Snape had gone at once to McGonagall, but when he had told her what she suspected, she had, her mouth tightening, agreed that he should not announce the theft to the school. Instead, she would join him in the place most likely to reveal the students who had taken it. So they were now both waiting, quietly, Snape under a Vanishing Potion and McGonagall in her Animagus form, at opposite ends of the corridor that held the Slytherin common room.
Snape knew, unfortunately for his students, what House that particular skill at Dark Arts was most likely to belong in.
He even thought he might know why the thieves had chosen to brew that particular potion. He wanted to be wrong, however, and if he was, then he need only embarrass his Slytherins instead of—
Instead of do something worse.
His thoughts cut off as the door to the common room opened. Blaise Zabini's head poked out, and he glanced up and down the corridor. Then he nodded and looked back over his shoulder.
"It's clear," Snape saw him mouth.
He could see McGonagall half-close her eyes so that the light from the torches wouldn't reflect in them as two of the seventh-year students, including one of the prefects, who had been in Snape's NEWT Potions class, stepped out of the common room with a bundled shape over their shoulders. If one wasn't looking for it, it would appear to be a set of blankets and a pillow, as if Blaise and his friends were heading to the Great Hall to make a common sleeping pallet among numerous other students. More and more people did so every night, finding their common rooms too claustrophobic and isolated. Snape was sure the three had counted on the deception to save them if anyone saw them on the way. They'd even added glamours to make it look as if the blankets had long, tasseled ends.
As Snape flicked his wand and dismissed the glamours, the hair poking out of one end of the blanket came into view. It was black, extremely messy hair.

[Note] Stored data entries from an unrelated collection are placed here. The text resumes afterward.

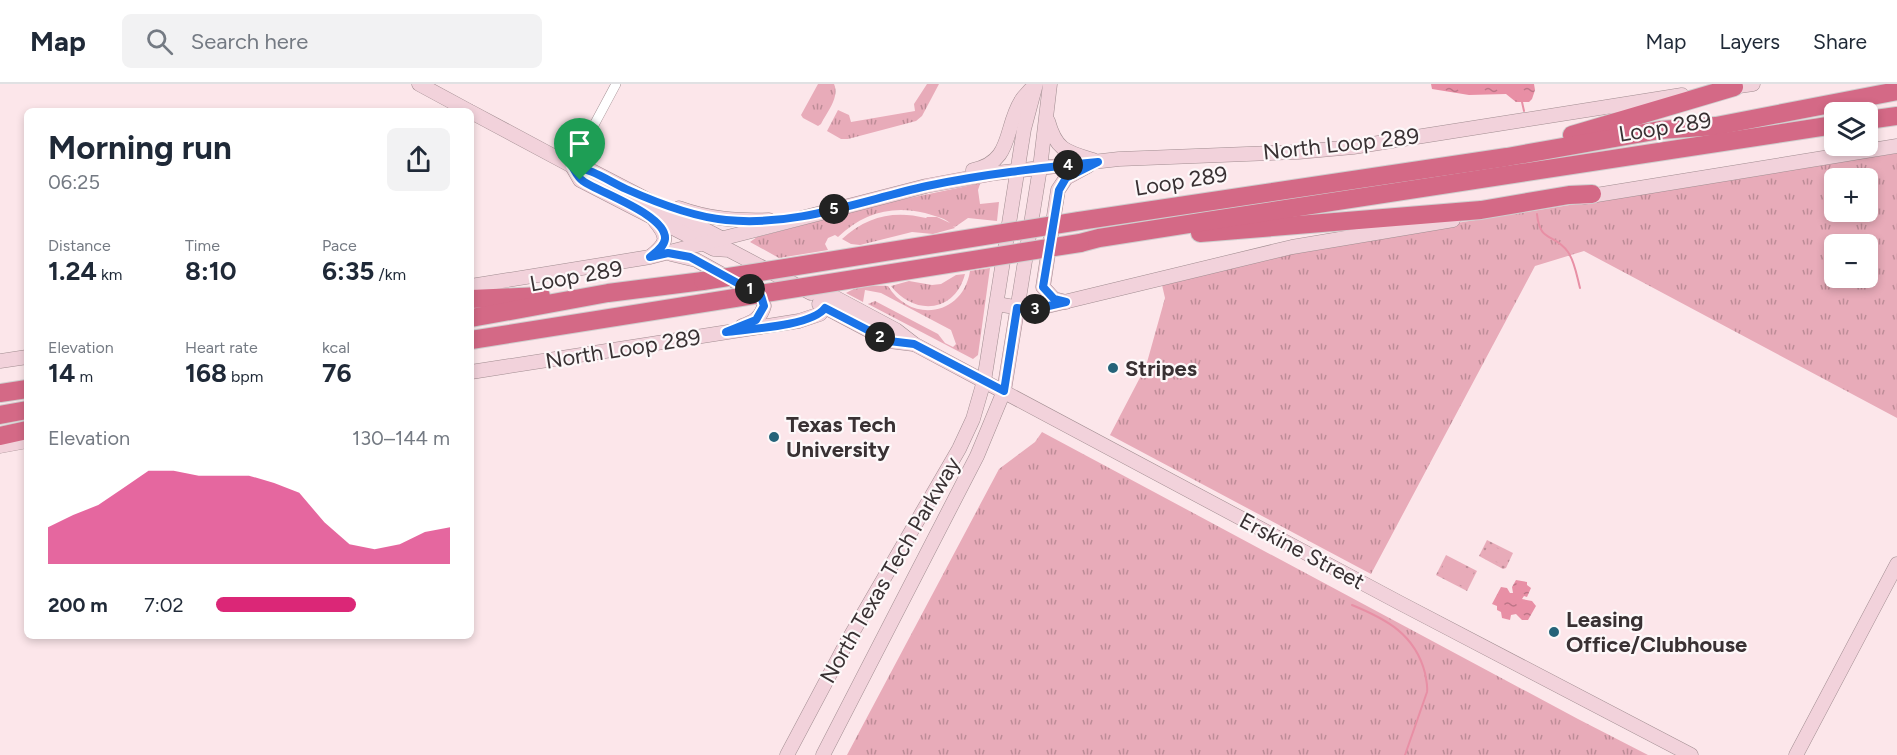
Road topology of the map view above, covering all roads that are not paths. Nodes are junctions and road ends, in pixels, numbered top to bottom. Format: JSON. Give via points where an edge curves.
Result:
{"nodes":[{"id":1,"x":418,"y":84,"type":"edge"},
{"id":2,"x":616,"y":84,"type":"edge"},
{"id":3,"x":1036,"y":84,"type":"edge"},
{"id":4,"x":1050,"y":84,"type":"edge"},
{"id":5,"x":1753,"y":84,"type":"edge"},
{"id":6,"x":1734,"y":87,"type":"junction"},
{"id":7,"x":1897,"y":91,"type":"edge"},
{"id":8,"x":464,"y":108,"type":"edge"},
{"id":9,"x":474,"y":113,"type":"edge"},
{"id":10,"x":1047,"y":114,"type":"junction"},
{"id":11,"x":1897,"y":116,"type":"edge"},
{"id":12,"x":1878,"y":119,"type":"edge"},
{"id":13,"x":1824,"y":127,"type":"edge"},
{"id":14,"x":1897,"y":146,"type":"edge"},
{"id":15,"x":1098,"y":162,"type":"junction"},
{"id":16,"x":572,"y":166,"type":"junction"},
{"id":17,"x":1040,"y":168,"type":"junction"},
{"id":18,"x":1018,"y":170,"type":"junction"},
{"id":19,"x":1360,"y":178,"type":"junction"},
{"id":20,"x":926,"y":186,"type":"junction"},
{"id":21,"x":626,"y":189,"type":"junction"},
{"id":22,"x":1592,"y":194,"type":"junction"},
{"id":23,"x":652,"y":218,"type":"junction"},
{"id":24,"x":798,"y":218,"type":"junction"},
{"id":25,"x":704,"y":243,"type":"junction"},
{"id":26,"x":1080,"y":243,"type":"junction"},
{"id":27,"x":725,"y":244,"type":"junction"},
{"id":28,"x":668,"y":253,"type":"junction"},
{"id":29,"x":650,"y":257,"type":"junction"},
{"id":30,"x":474,"y":286,"type":"edge"},
{"id":31,"x":817,"y":292,"type":"junction"},
{"id":32,"x":608,"y":293,"type":"junction"},
{"id":33,"x":474,"y":299,"type":"edge"},
{"id":34,"x":1066,"y":302,"type":"junction"},
{"id":35,"x":997,"y":304,"type":"junction"},
{"id":36,"x":825,"y":308,"type":"junction"},
{"id":37,"x":1017,"y":308,"type":"junction"},
{"id":38,"x":474,"y":317,"type":"edge"},
{"id":39,"x":726,"y":332,"type":"junction"},
{"id":40,"x":474,"y":340,"type":"edge"},
{"id":41,"x":914,"y":344,"type":"junction"},
{"id":42,"x":24,"y":357,"type":"edge"},
{"id":43,"x":0,"y":361,"type":"edge"},
{"id":44,"x":474,"y":372,"type":"edge"},
{"id":45,"x":984,"y":381,"type":"junction"},
{"id":46,"x":24,"y":389,"type":"edge"},
{"id":47,"x":1004,"y":391,"type":"junction"},
{"id":48,"x":0,"y":393,"type":"edge"},
{"id":49,"x":24,"y":411,"type":"edge"},
{"id":50,"x":0,"y":415,"type":"edge"},
{"id":51,"x":24,"y":431,"type":"edge"},
{"id":52,"x":0,"y":436,"type":"edge"},
{"id":53,"x":24,"y":442,"type":"edge"},
{"id":54,"x":0,"y":446,"type":"edge"},
{"id":55,"x":1897,"y":564,"type":"edge"},
{"id":56,"x":787,"y":755,"type":"edge"},
{"id":57,"x":823,"y":755,"type":"edge"},
{"id":58,"x":1691,"y":755,"type":"edge"},
{"id":59,"x":1796,"y":755,"type":"edge"}],
"edges":[{"from":1,"to":8,"type":"main road","name":"Erskine Street"},
{"from":2,"to":16,"type":"street"},
{"from":3,"to":18,"type":"main road","name":"North Texas Tech Parkway"},
{"from":3,"to":20,"type":"main road","via":[[1020,102],[1004,147],[994,160],[983,168],[945,176]]},
{"from":4,"to":10,"type":"main road","name":"North Texas Tech Parkway"},
{"from":5,"to":6,"type":"main road","name":"North Loop 289"},
{"from":6,"to":15,"type":"main road","name":"North Loop 289","via":[[1353,147]]},
{"from":6,"to":19,"type":"highway","via":[[1544,143],[1389,168]]},
{"from":7,"to":19,"type":"highway","name":"Loop 289","via":[[1716,126],[1660,130]]},
{"from":9,"to":16,"type":"main road","name":"Erskine Street"},
{"from":10,"to":15,"type":"main road","via":[[1056,143],[1062,149]]},
{"from":10,"to":17,"type":"main road","name":"North Texas Tech Parkway"},
{"from":11,"to":12,"type":"highway"},
{"from":13,"to":26,"type":"highway","name":"Loop 289"},
{"from":14,"to":22,"type":"main road"},
{"from":15,"to":17,"type":"main road","name":"North Loop 289"},
{"from":15,"to":34,"type":"main road","via":[[1066,178],[1059,190],[1043,287],[1054,299]]},
{"from":16,"to":21,"type":"main road","name":"Erskine Street","via":[[588,169]]},
{"from":16,"to":23,"type":"main road","name":"Erskine Street","via":[[580,180]]},
{"from":17,"to":18,"type":"main road","name":"North Loop 289"},
{"from":17,"to":37,"type":"main road","name":"North Texas Tech Parkway"},
{"from":18,"to":20,"type":"main road","name":"North Loop 289"},
{"from":18,"to":35,"type":"main road","name":"North Texas Tech Parkway"},
{"from":19,"to":32,"type":"highway","name":"Loop 289","bridge":true},
{"from":20,"to":24,"type":"main road","name":"North Loop 289"},
{"from":21,"to":24,"type":"main road","via":[[712,218]]},
{"from":21,"to":27,"type":"main road","name":"Erskine Street"},
{"from":22,"to":26,"type":"highway","via":[[1481,210],[1096,245]]},
{"from":22,"to":34,"type":"main road","via":[[1292,247]]},
{"from":23,"to":25,"type":"main road","name":"Erskine Street"},
{"from":23,"to":29,"type":"main road","via":[[665,238],[663,246]]},
{"from":24,"to":27,"type":"main road","name":"North Loop 289"},
{"from":25,"to":27,"type":"main road","name":"Erskine Street","via":[[714,249]]},
{"from":25,"to":28,"type":"main road"},
{"from":26,"to":40,"type":"highway","name":"Loop 289","bridge":true},
{"from":27,"to":31,"type":"main road","name":"Erskine Street"},
{"from":28,"to":29,"type":"main road"},
{"from":28,"to":39,"type":"main road","via":[[696,260],[761,296],[764,306],[756,320]]},
{"from":29,"to":30,"type":"main road"},
{"from":31,"to":36,"type":"main road","name":"Erskine Street","via":[[817,303]]},
{"from":31,"to":41,"type":"main road","name":"Erskine Street","via":[[896,330]]},
{"from":32,"to":33,"type":"highway"},
{"from":32,"to":38,"type":"highway","name":"Loop 289"},
{"from":34,"to":37,"type":"main road","via":[[1031,310]]},
{"from":35,"to":37,"type":"main road"},
{"from":35,"to":45,"type":"main road","name":"North Texas Tech Parkway"},
{"from":36,"to":39,"type":"main road","name":"North Loop 289","via":[[818,315],[799,321]]},
{"from":36,"to":41,"type":"main road","name":"Erskine Street","via":[[889,341]]},
{"from":37,"to":47,"type":"main road","name":"North Texas Tech Parkway"},
{"from":39,"to":44,"type":"main road","name":"North Loop 289"},
{"from":41,"to":45,"type":"main road","name":"Erskine Street"},
{"from":42,"to":43,"type":"main road"},
{"from":45,"to":47,"type":"main road","name":"Erskine Street"},
{"from":45,"to":56,"type":"main road","name":"North Texas Tech Parkway","via":[[959,448]]},
{"from":46,"to":48,"type":"highway"},
{"from":47,"to":57,"type":"main road","name":"North Texas Tech Parkway","via":[[977,456]]},
{"from":47,"to":58,"type":"main road","name":"Erskine Street"},
{"from":49,"to":50,"type":"highway"},
{"from":51,"to":52,"type":"highway"},
{"from":53,"to":54,"type":"main road"},
{"from":55,"to":59,"type":"main road"}]}
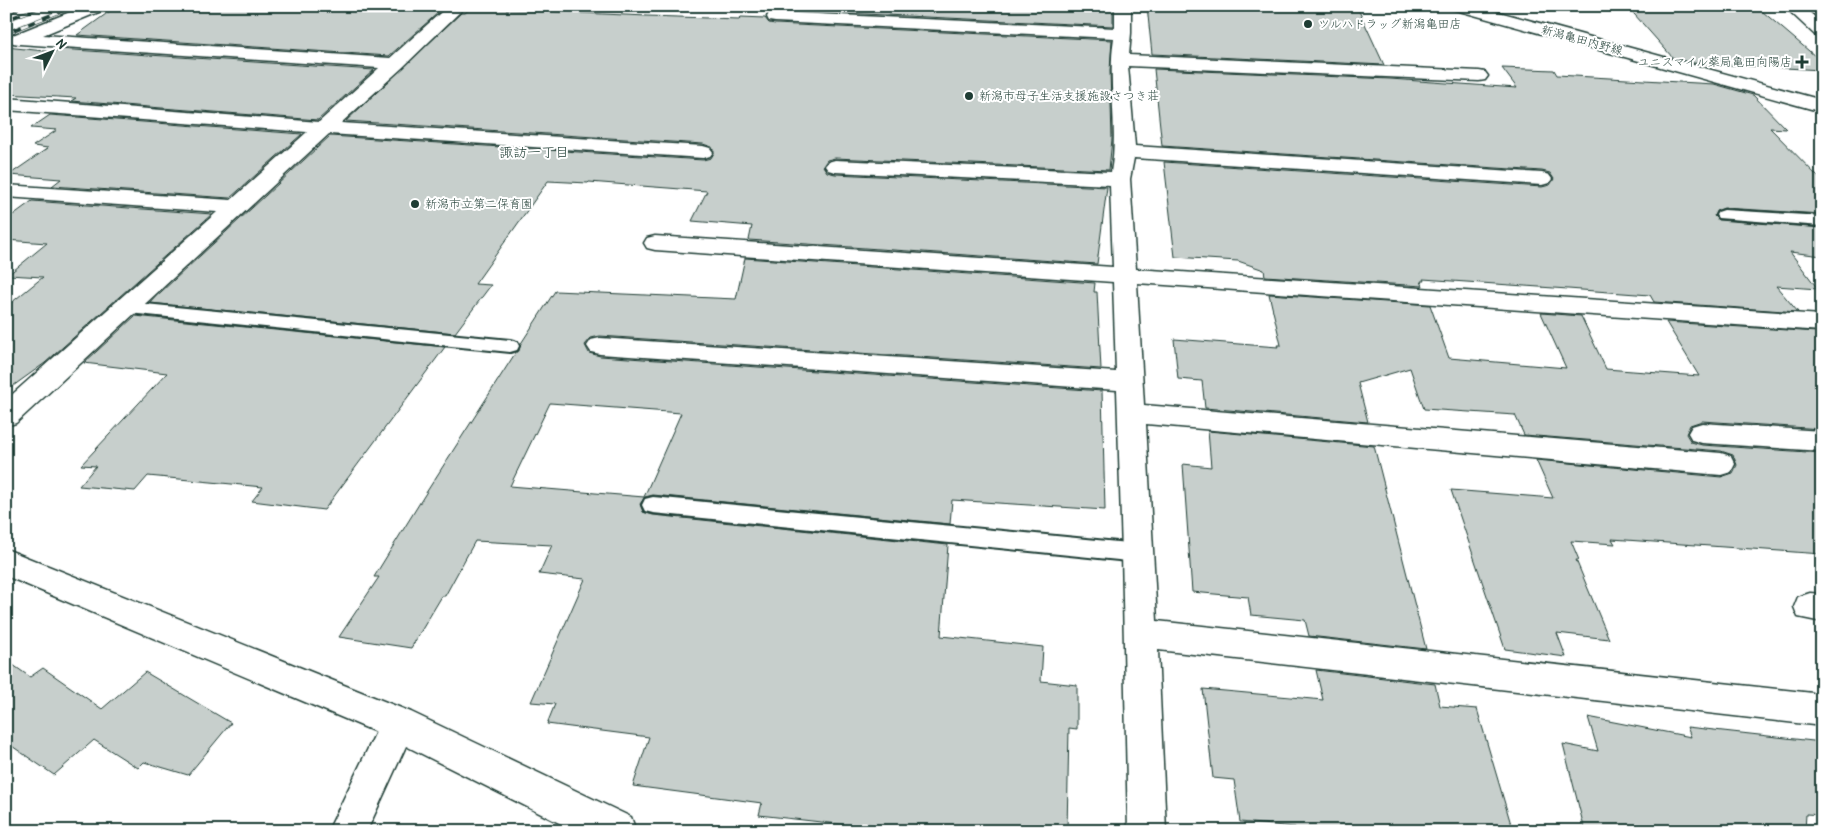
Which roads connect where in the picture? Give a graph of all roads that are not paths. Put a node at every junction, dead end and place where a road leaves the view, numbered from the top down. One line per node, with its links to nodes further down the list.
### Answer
1 (11, 6): 7 (street)
2 (100, 6): 11 (street)
3 (458, 6): 13 (street)
4 (1123, 6): 10 (street)
5 (1458, 6): 16 (street, 新潟亀田内野線)
6 (1792, 6): 9 (street)
7 (6, 8)
8 (775, 17): 10 (street)
9 (1818, 26)
10 (1123, 33): 12 (street)
11 (12, 42): 13 (street)
12 (1119, 60): 14 (street); 18 (street)
13 (396, 64): 17 (street)
14 (1479, 76)
15 (6, 104): 17 (street)
16 (1822, 106)
17 (325, 128): 19 (street); 24 (street)
18 (1124, 151): 21 (street); 22 (street)
19 (703, 152)
20 (836, 166): 22 (street)
21 (1542, 178)
22 (1120, 179): 28 (street)
23 (6, 191): 24 (street)
24 (238, 207): 29 (street)
25 (1724, 215): 26 (lane)
26 (1822, 221)
27 (655, 243): 28 (street)
28 (1126, 276): 30 (street); 33 (street)
29 (125, 308): 31 (lane); 35 (street)
30 (1822, 324)
31 (510, 346)
32 (600, 346): 33 (street)
33 (1130, 382): 34 (street)
34 (1131, 413): 38 (street); 40 (street)
35 (6, 416)
36 (1702, 432): 37 (street)
37 (1822, 441)
38 (1721, 464)
39 (653, 505): 40 (lane)
40 (1138, 553): 42 (street)
41 (6, 562): 44 (street)
42 (1140, 634): 43 (street); 47 (street)
43 (1822, 710)
44 (398, 724): 45 (street); 46 (street)
45 (347, 831)
46 (617, 831)
47 (1147, 831)

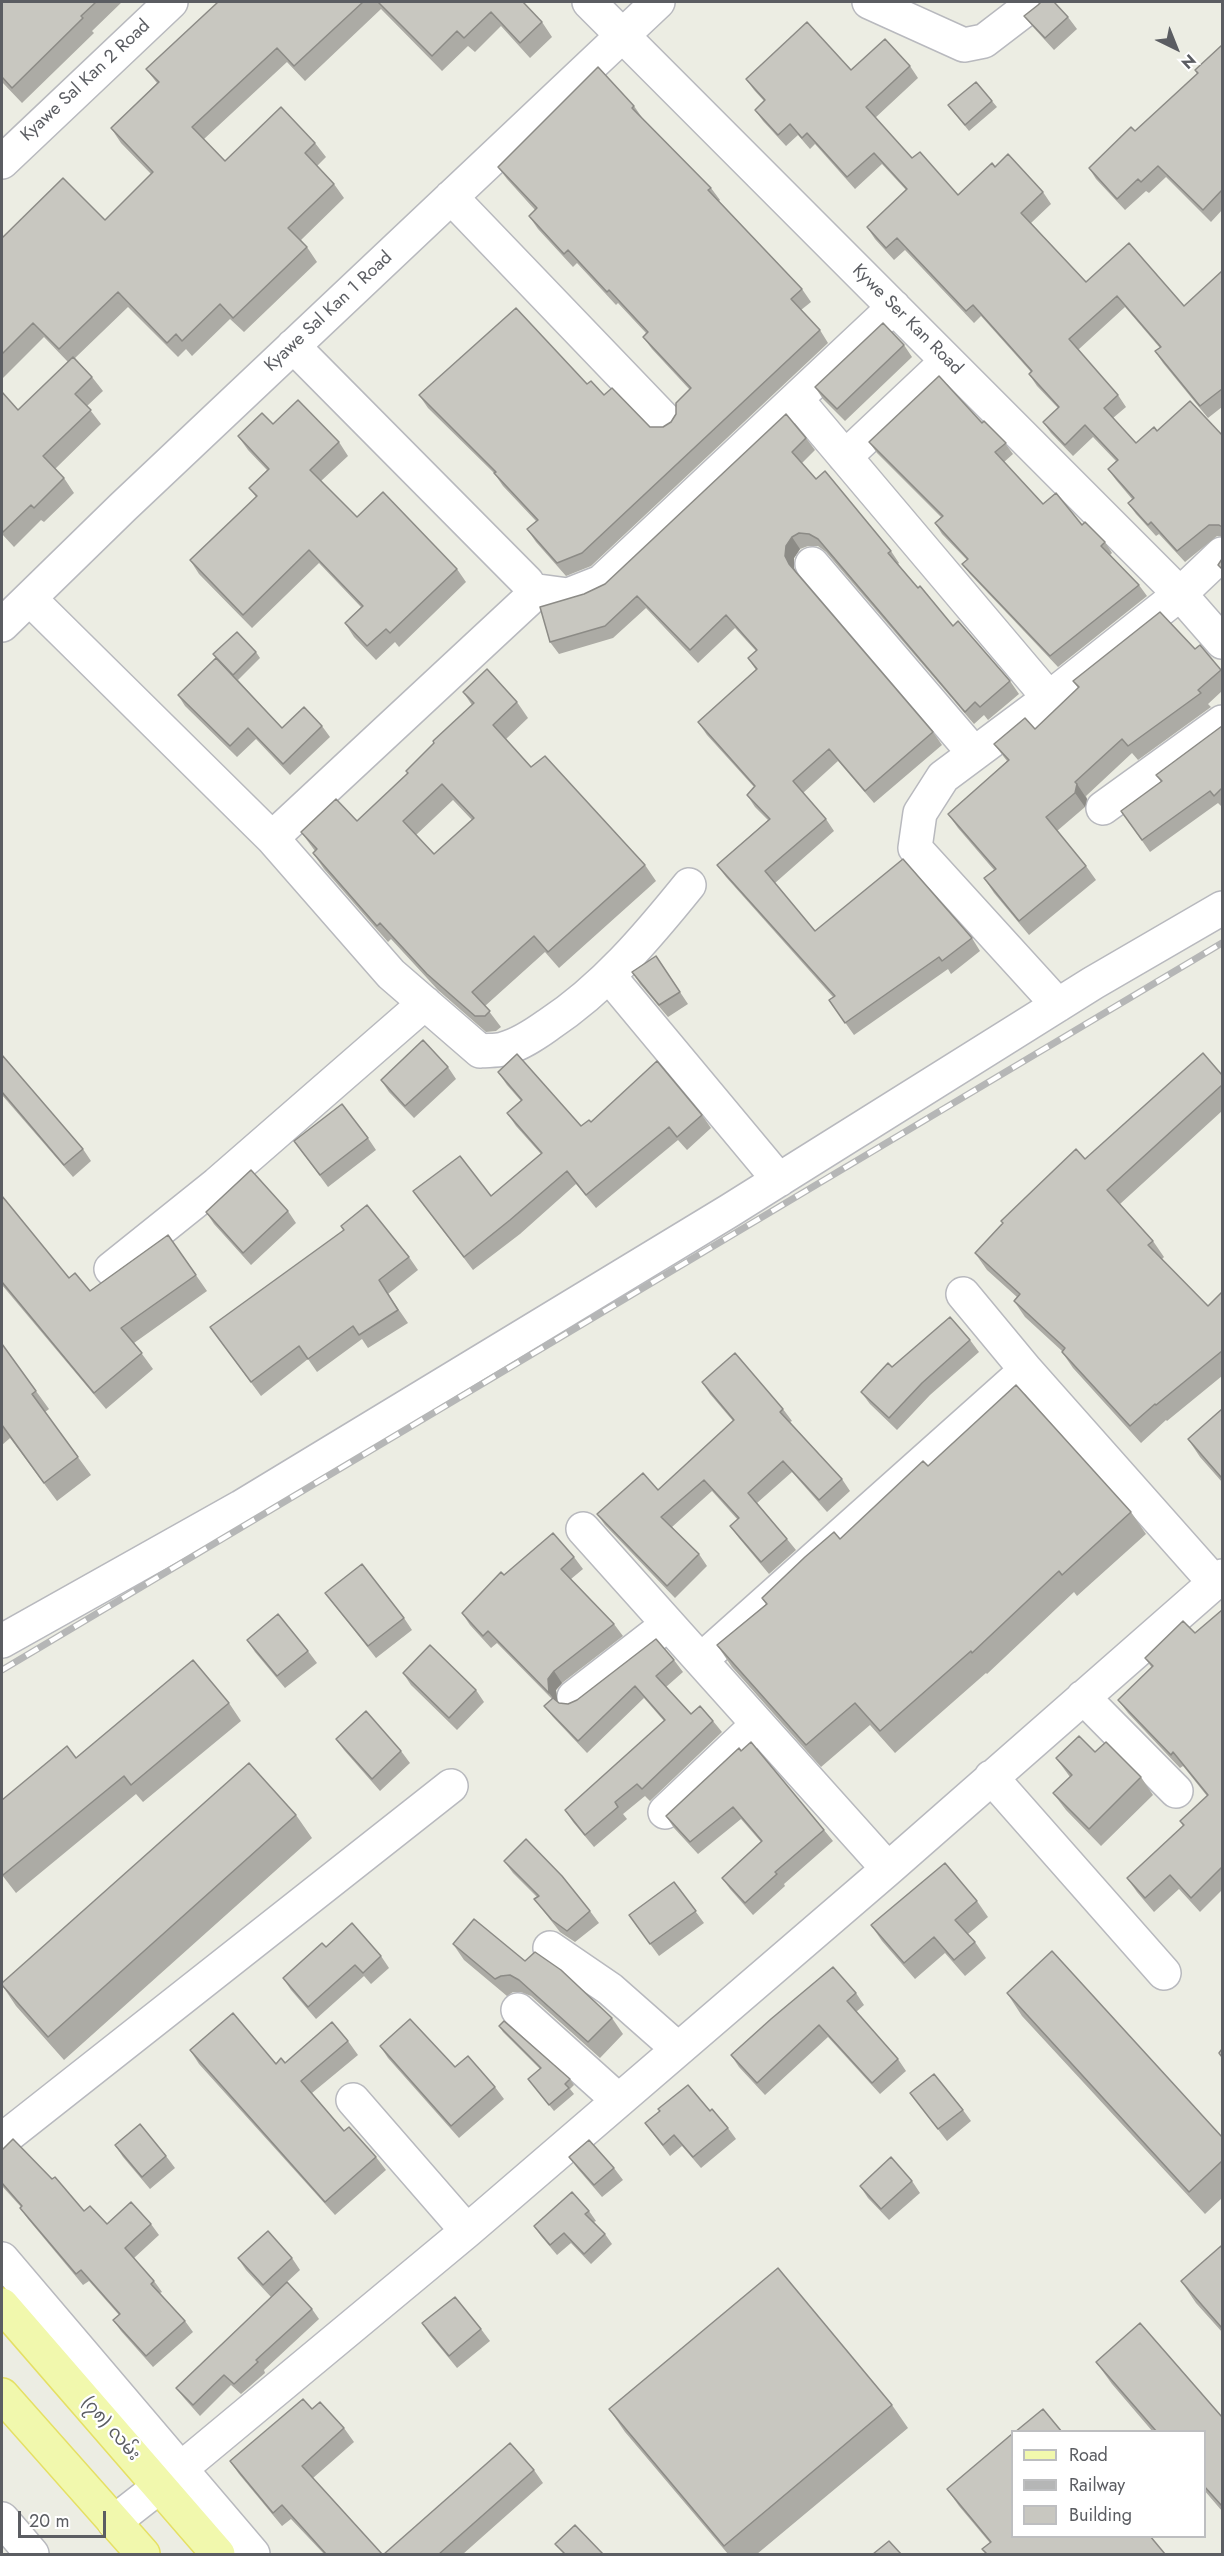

White-hot rage consumed him, aided, it seemed, by the throbbing pain in his left arm. He had to fight to keep from simply sending the Killing Curse at Blaise and having done with it. Instead, he sipped the antidote to the Vanishing Potion at the same moment as the Headmistress changed back and said in an extremely cold voice, "Mr. Zabini, Mr. Findarin, Mr. Tipperary, what do you think you are doing?"
Blaise spun around and stared at McGonagall in shock. Findarin and Tipperary were a bit smarter. They raised a Shield Charm against any hexes that McGonagall might cast, then turned and started hurrying up the corridor away from her—
Only to find their Head of House visible again, and waiting for them. They stopped running, and the bundle nearly slipped off their shoulders. Snape waved his wand and caught it with a Levitation Charm, floating it to his feet. He slit the blankets open with his wandless magic. Harry's face, slack with the Draught of Living Death, appeared as the blankets uncoiled from around him.
Snape had to breathe several times to clear the red haze from his vision. He had thought that someone might be arranging to kidnap a student, but he had imagined the victim would be a Gryffindor, Hufflepuff, or Ravenclaw lured into his House's territory and made a scapegoat for Slytherin's increasing frustration with the siege. That there would be people in his own House who would turn on Harry…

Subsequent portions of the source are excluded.